Transverse velocity-time history response at the mid-span the beam under 5-cycle tone burst signal actuation of 80 kHz excitation frequency

4 Conclusions

A TDSFE based on the ZIGT has been developed to analyze guided wave propagation in laminated composite and sandwich beam/panel-type structures. The element interpolates \(w_0\) and \(\frac{\hbox {d}w_0}{\hbox {d}x}\) using the C\(^1\)-continuous Lobatto spectral interpolation functions established in [6], while \(u_0\) and \(\psi _0\) are interpolated using the C\(^0\)-continuous Lobatto basis functions. The developed element for the wave propagation response of laminated composite and sandwich beams and panels under narrowband tone burst has been demonstrated in a rigorous numerical investigation, leading to the following conclusions:

  1. 1.

    The ZIGT-based SFE yields excellent accuracy for the natural frequencies with respect to the 2D elasticity-based exact solutions.

  2. 2.

    For Lamb wave propagation problems in composite panels under narrowband modulated tone burst excitations, all 1D theories predict the S\(_0\) mode response with the same accuracy. Their estimations for the A\(_0\) mode, on the other hand, diverge significantly. The present ZIGT SFEM solutions for the A\(_0\) mode closely match the 2D elasticity-based FE solutions. The FSDT solution predicts major errors in the peak amplitude and the ToA.

  3. 3.

    The present TDSFE gives accurate results for soft-core sandwich beams in comparison with the frequency domain SFE.

  4. 4.

    In terms of accuracy, the current SFE outperforms the conventional FE with equal DOFs for straight-crested Lamb wave propagation problems.

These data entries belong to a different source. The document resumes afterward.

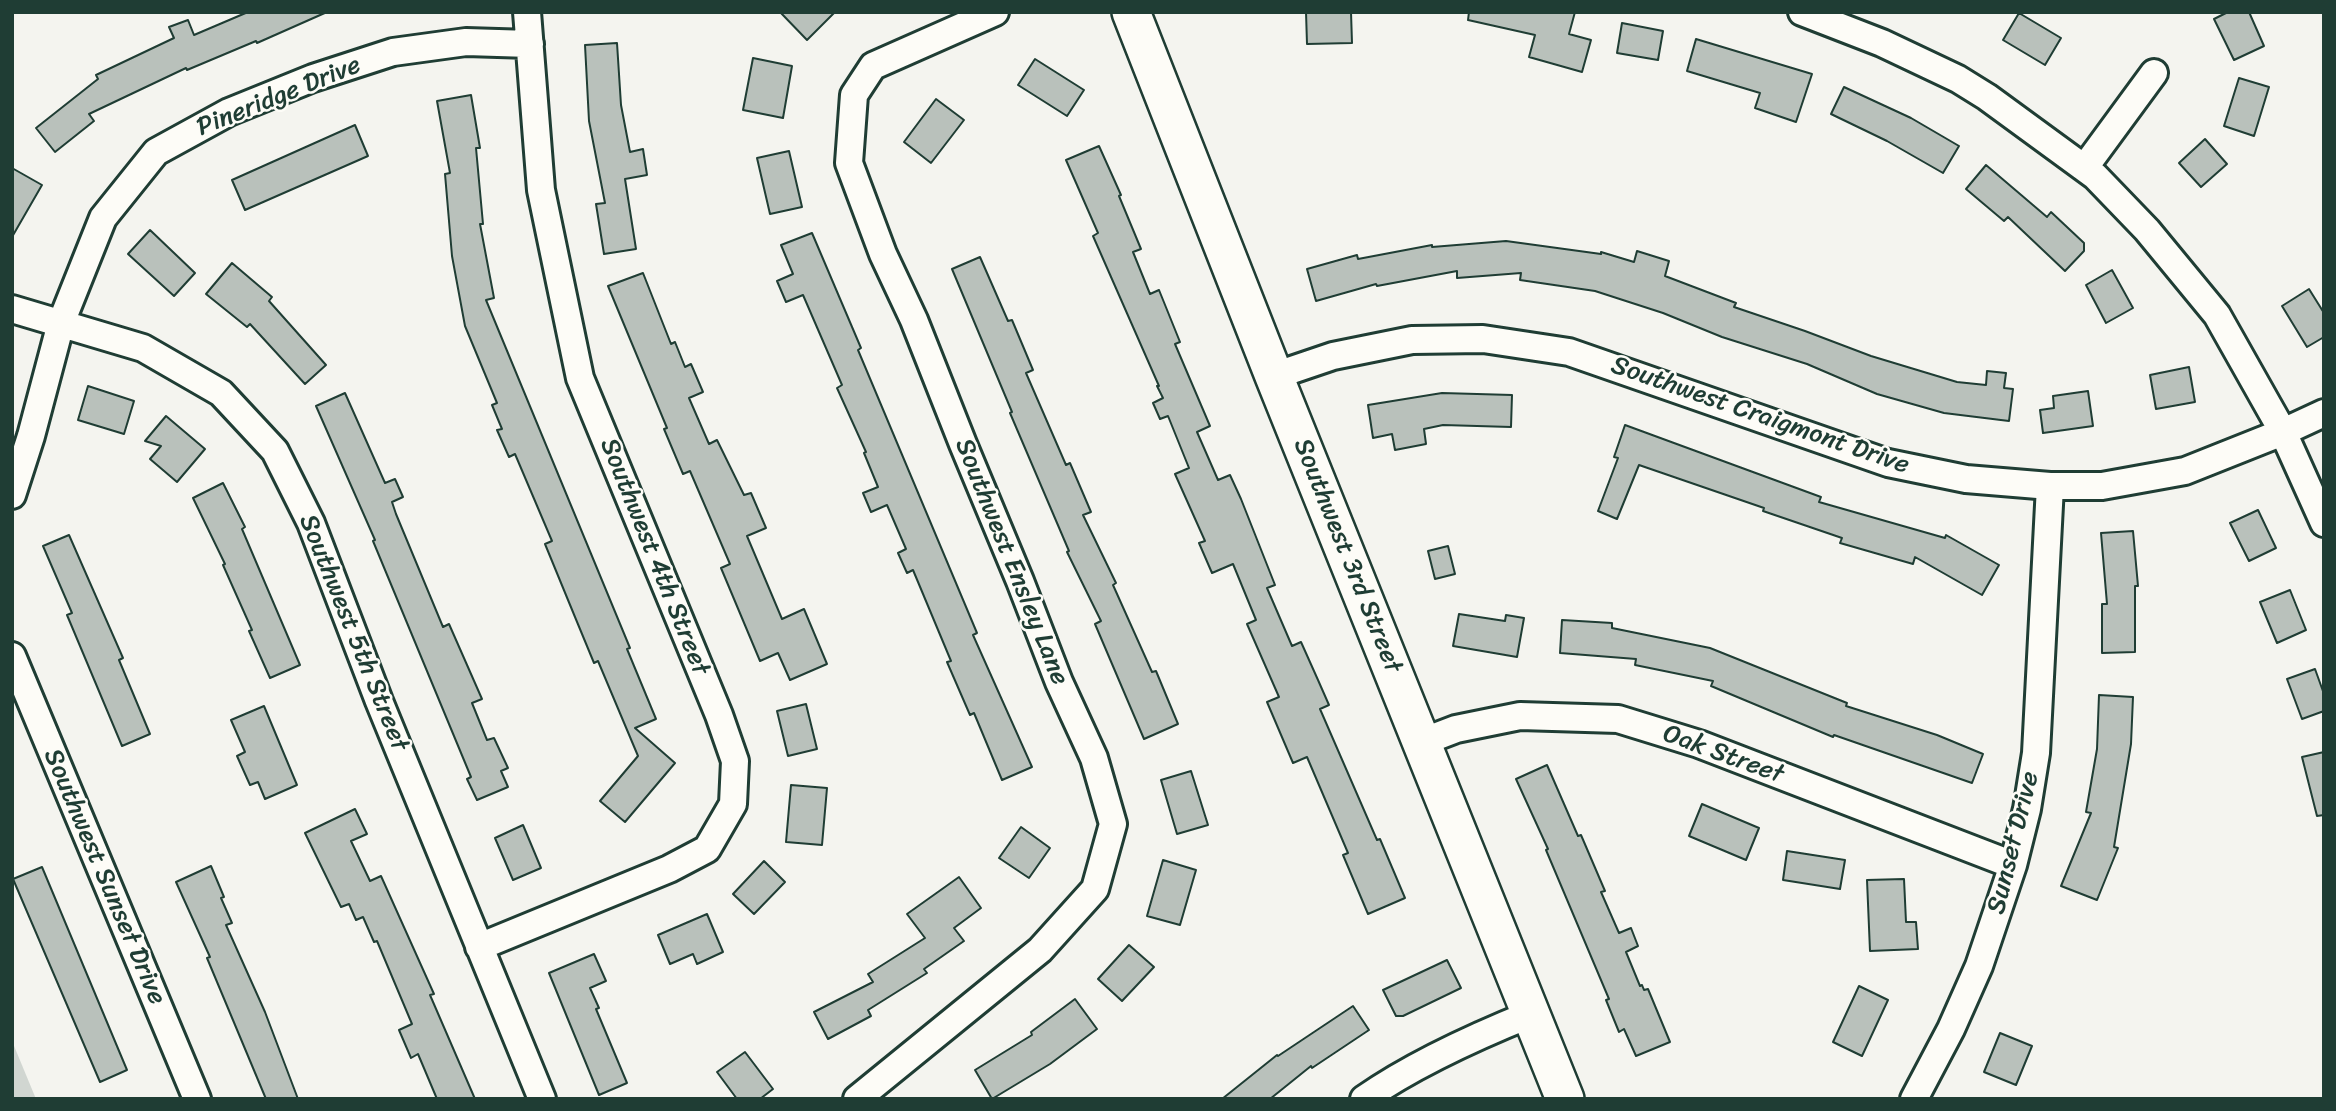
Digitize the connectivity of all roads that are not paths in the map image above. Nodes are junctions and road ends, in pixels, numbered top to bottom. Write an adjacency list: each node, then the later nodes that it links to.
1 (527, 12): 5 (street, Southwest 4th Street)
2 (995, 12): 23 (street, Southwest Ensley Lane)
3 (1132, 12): 10 (main road, Southwest 3rd Street)
4 (1802, 12): 7 (street)
5 (530, 44): 9 (street, Pineridge Drive); 19 (street, Southwest 4th Street)
6 (2154, 73): 7 (street)
7 (2085, 167): 12 (street)
8 (12, 309): 9 (street, Southwest 5th Street)
9 (61, 323): 14 (street, Pineridge Drive); 19 (street, Southwest 5th Street)
10 (1274, 376): 13 (street, Southwest Craigmont Drive); 17 (main road, Southwest 3rd Street)
11 (2324, 413): 12 (street, Southwest Craigmont Drive)
12 (2283, 432): 13 (street, Southwest Craigmont Drive); 15 (street)
13 (2050, 486): 18 (street, Sunset Drive)
14 (12, 495)
15 (2324, 523)
16 (12, 656): 21 (street, Southwest Sunset Drive)
17 (1422, 742): 18 (street, Oak Street); 20 (main road, Southwest 3rd Street)
18 (2013, 865): 26 (street, Sunset Drive)
19 (479, 947): 22 (street, Southwest 5th Street)
20 (1531, 1014): 24 (street); 25 (main road, Southwest 3rd Street)
21 (197, 1099)
22 (542, 1099)
23 (857, 1099)
24 (1364, 1099)
25 (1565, 1099)
26 (1914, 1099)

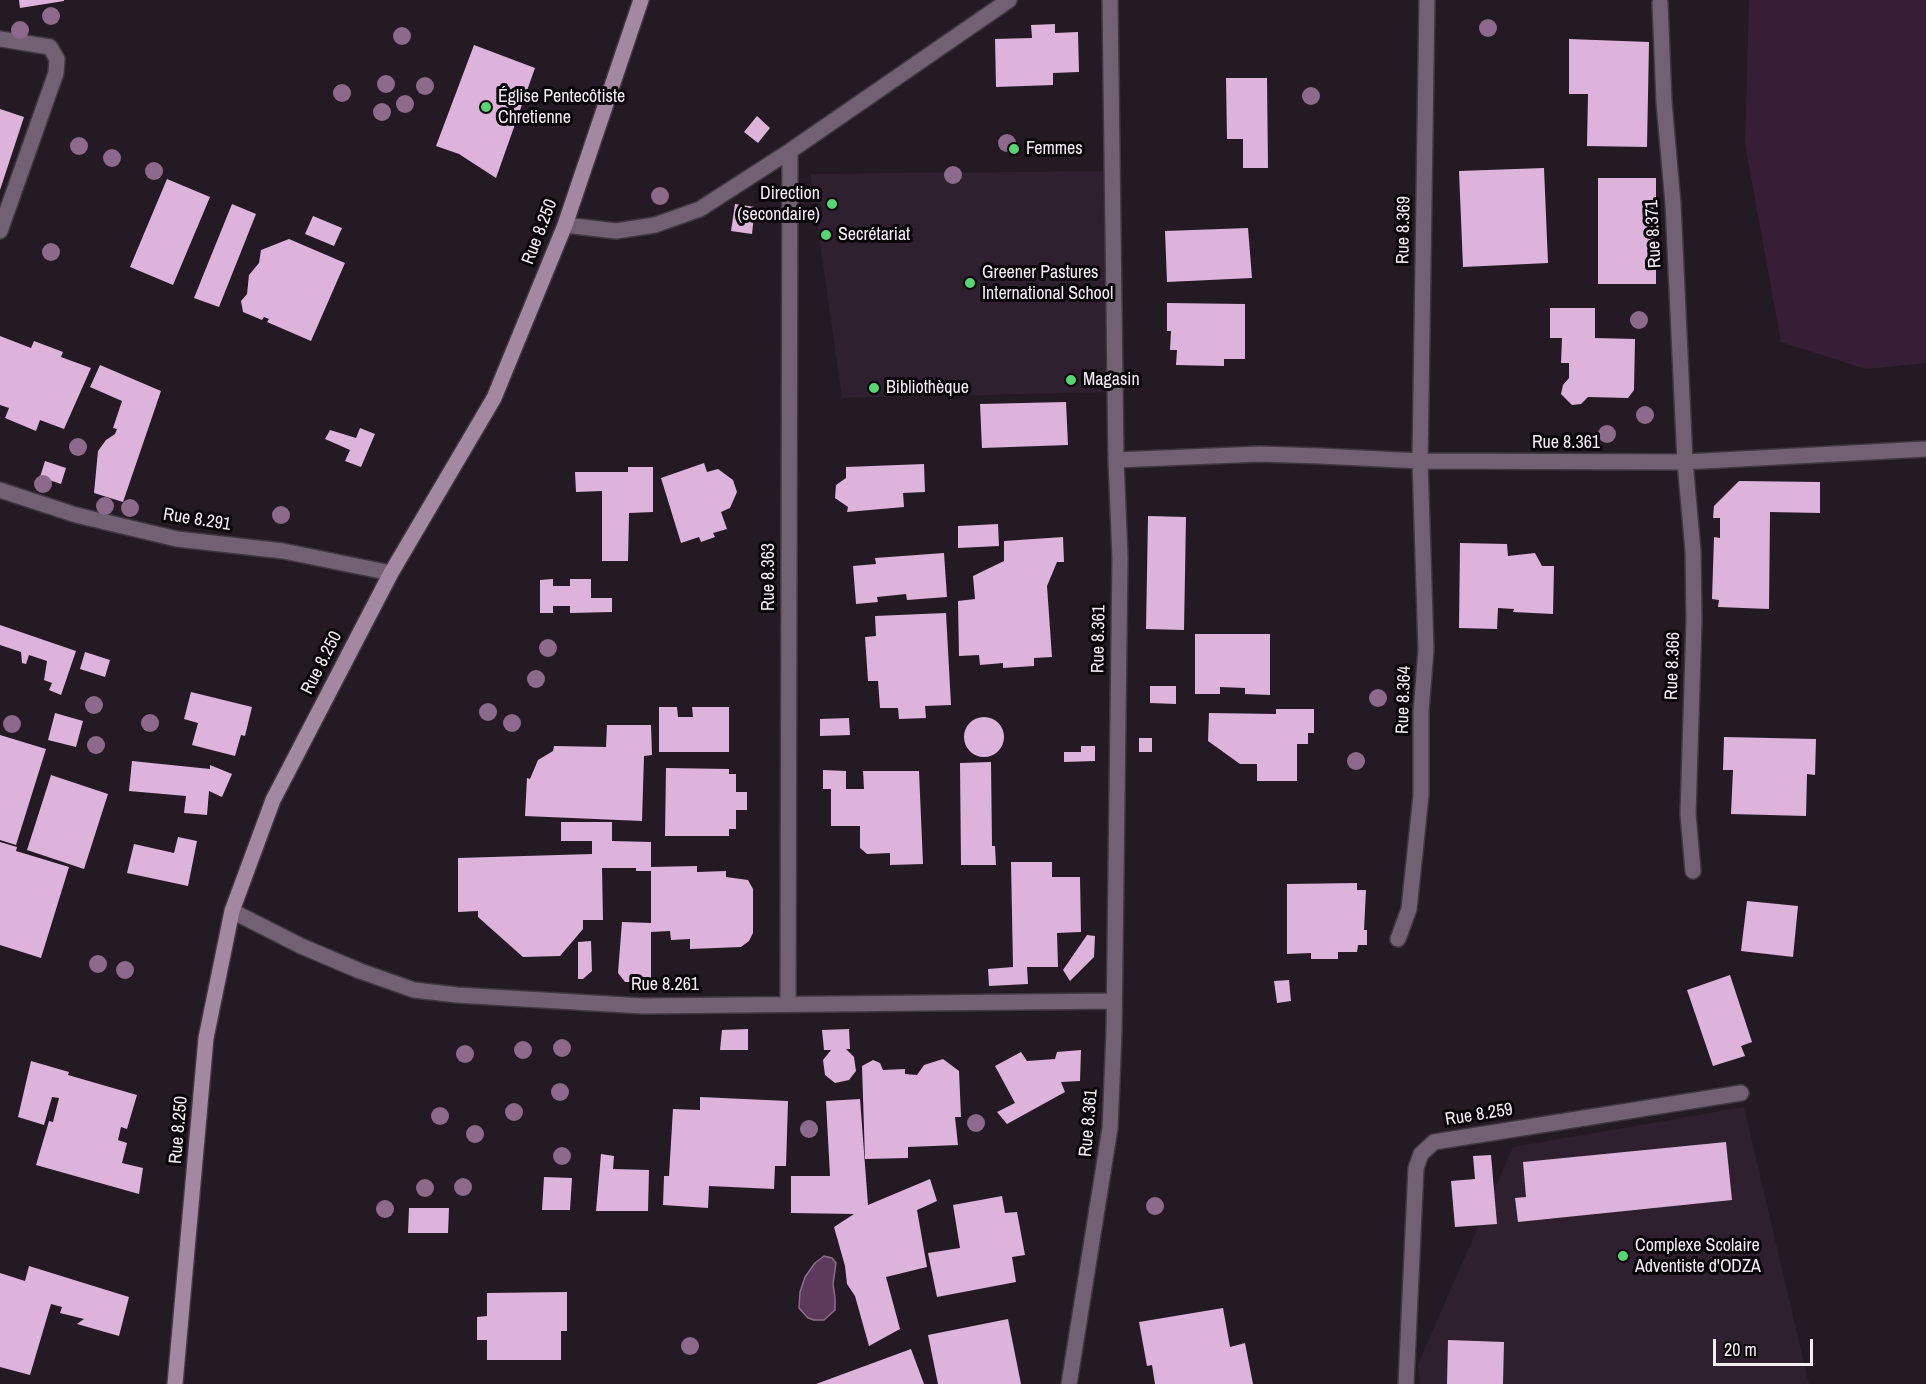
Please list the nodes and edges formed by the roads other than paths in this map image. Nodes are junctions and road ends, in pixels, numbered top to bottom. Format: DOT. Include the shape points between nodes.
graph roads {
  1 [pos="641,0"];
  2 [pos="1009,0"];
  3 [pos="1110,0"];
  4 [pos="1427,0"];
  5 [pos="1660,3"];
  6 [pos="0,39"];
  7 [pos="790,151"];
  8 [pos="565,225"];
  9 [pos="0,231"];
  10 [pos="1926,449"];
  11 [pos="1116,460"];
  12 [pos="1420,461"];
  13 [pos="1685,462"];
  14 [pos="0,490"];
  15 [pos="391,573"];
  16 [pos="1693,871"];
  17 [pos="232,910"];
  18 [pos="1398,939"];
  19 [pos="1114,1001"];
  20 [pos="788,1004"];
  21 [pos="1741,1093"];
  22 [pos="175,1384"];
  23 [pos="1069,1384"];
  24 [pos="1406,1384"];
  1 -- 8 [label="street, Rue 8.250"];
  2 -- 7 [label="street"];
  3 -- 11 [label="street"];
  4 -- 12 [label="street, Rue 8.369"];
  5 -- 13 [label="street, Rue 8.371"];
  6 -- 9 [label="street" via="50,47 57,59 56,73"];
  7 -- 8 [label="street" via="700,209 655,225 616,231"];
  7 -- 20 [label="street, Rue 8.363"];
  8 -- 15 [label="street, Rue 8.250" via="494,398"];
  10 -- 13 [label="street, Rue 8.361"];
  11 -- 12 [label="street, Rue 8.361" via="1260,454"];
  11 -- 19 [label="street, Rue 8.361" via="1120,556"];
  12 -- 13 [label="street, Rue 8.361"];
  12 -- 18 [label="street, Rue 8.364" via="1426,650 1421,795 1409,909"];
  13 -- 16 [label="street, Rue 8.366" via="1693,552 1688,814"];
  14 -- 15 [label="street, Rue 8.291" via="76,515 177,539 283,550"];
  15 -- 17 [label="street, Rue 8.250" via="273,800"];
  17 -- 20 [label="street, Rue 8.261" via="301,946 414,990 643,1006"];
  17 -- 22 [label="street, Rue 8.250" via="206,1038"];
  19 -- 20 [label="street, Rue 8.261"];
  19 -- 23 [label="street, Rue 8.361" via="1110,1128"];
  21 -- 24 [label="street, Rue 8.259" via="1434,1142 1420,1154 1416,1168"];
}
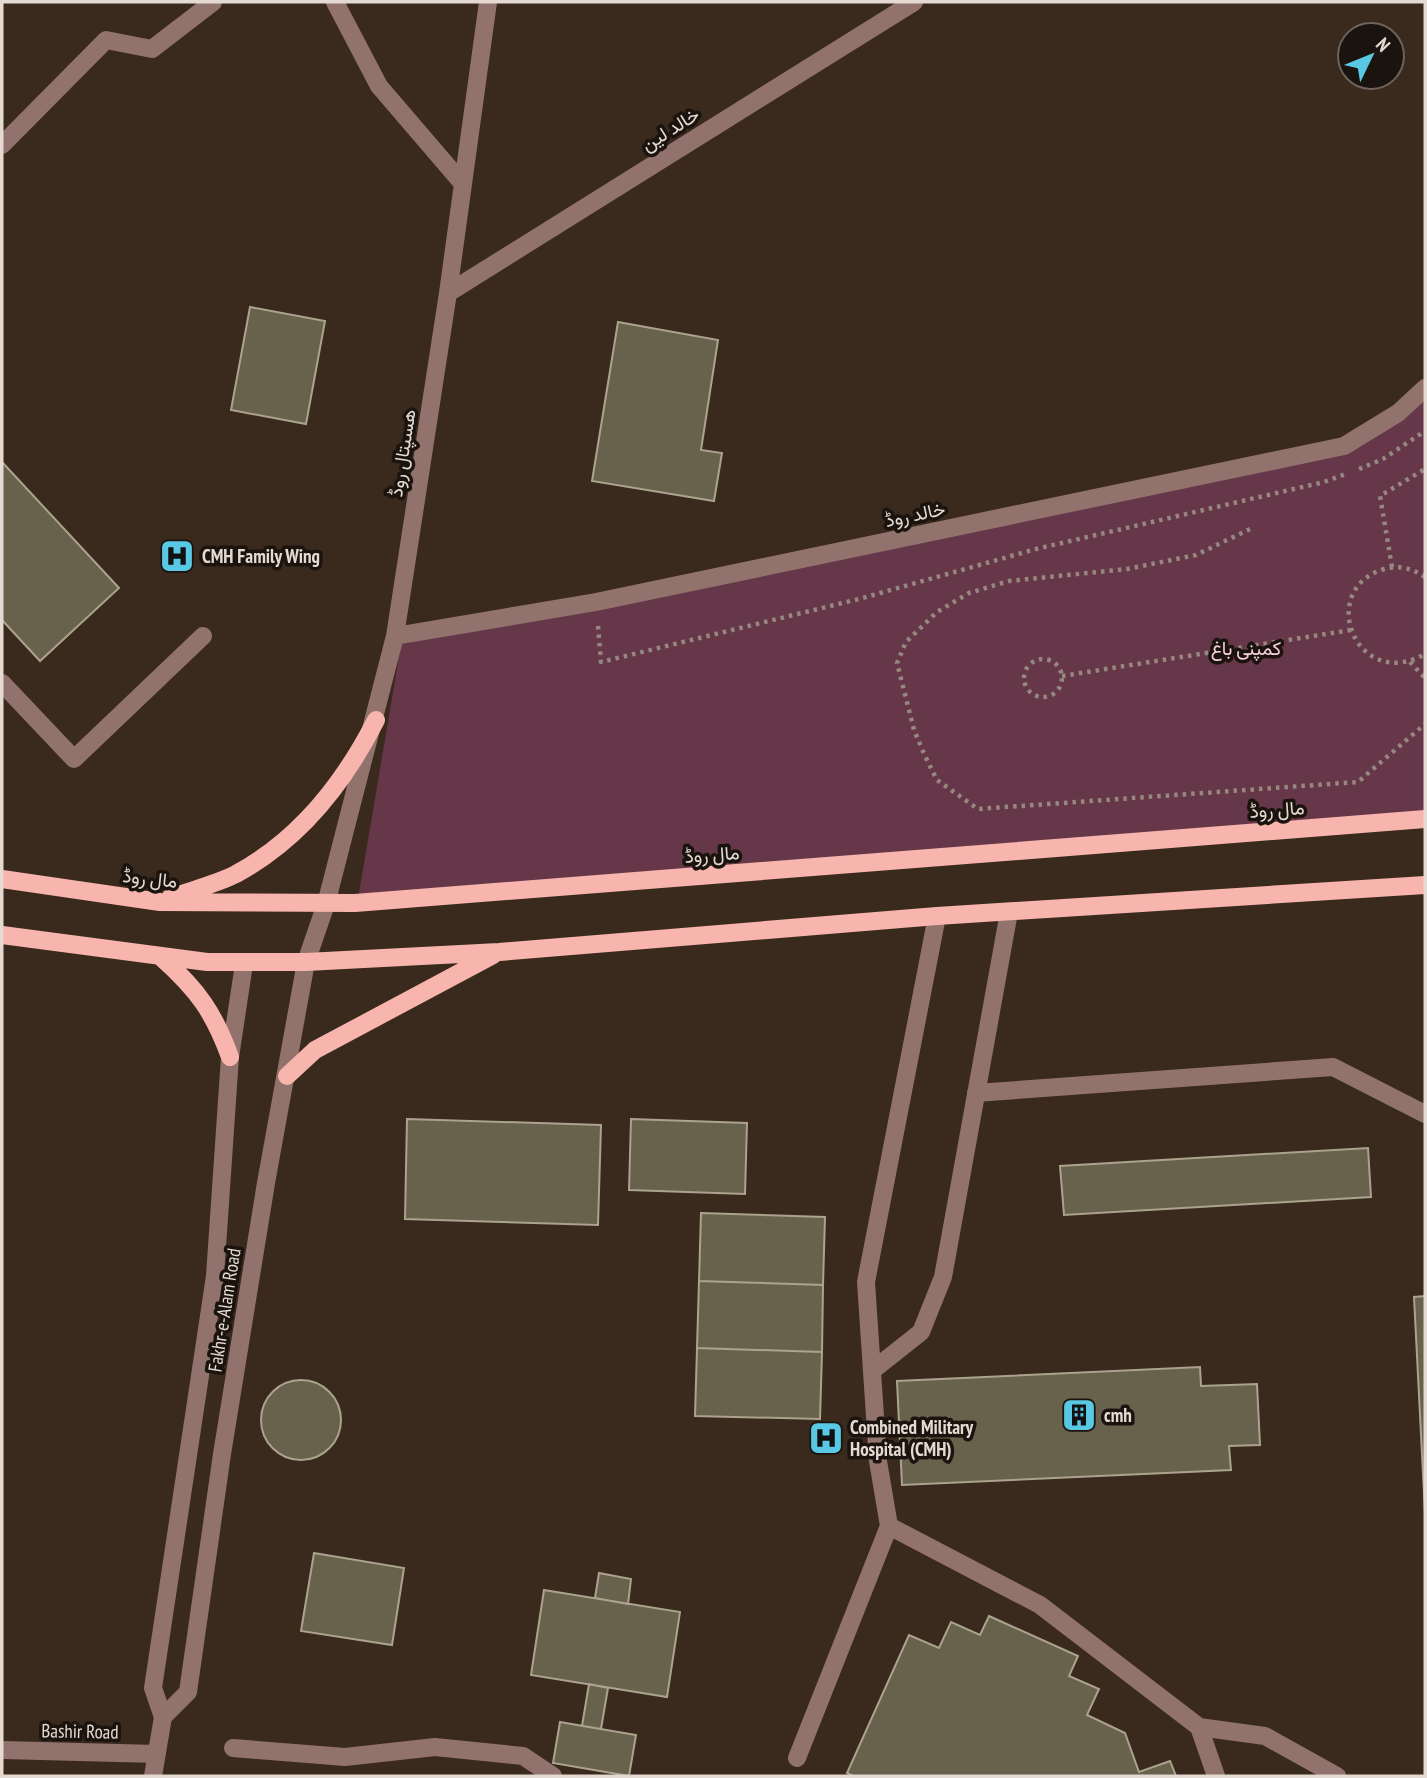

In summary, the proposed TDSFE based on the ZIGT is an excellent tool for handling wave propagation problems in laminated composite and sandwich beams and panels than the conventional ZIGT FE. It predicts more accurately than existing laminate theories-based 1D elements. The element will be useful when using model-based SHM approaches for laminated composite and sandwich structures that demand fast and accurate wave propagation response computation.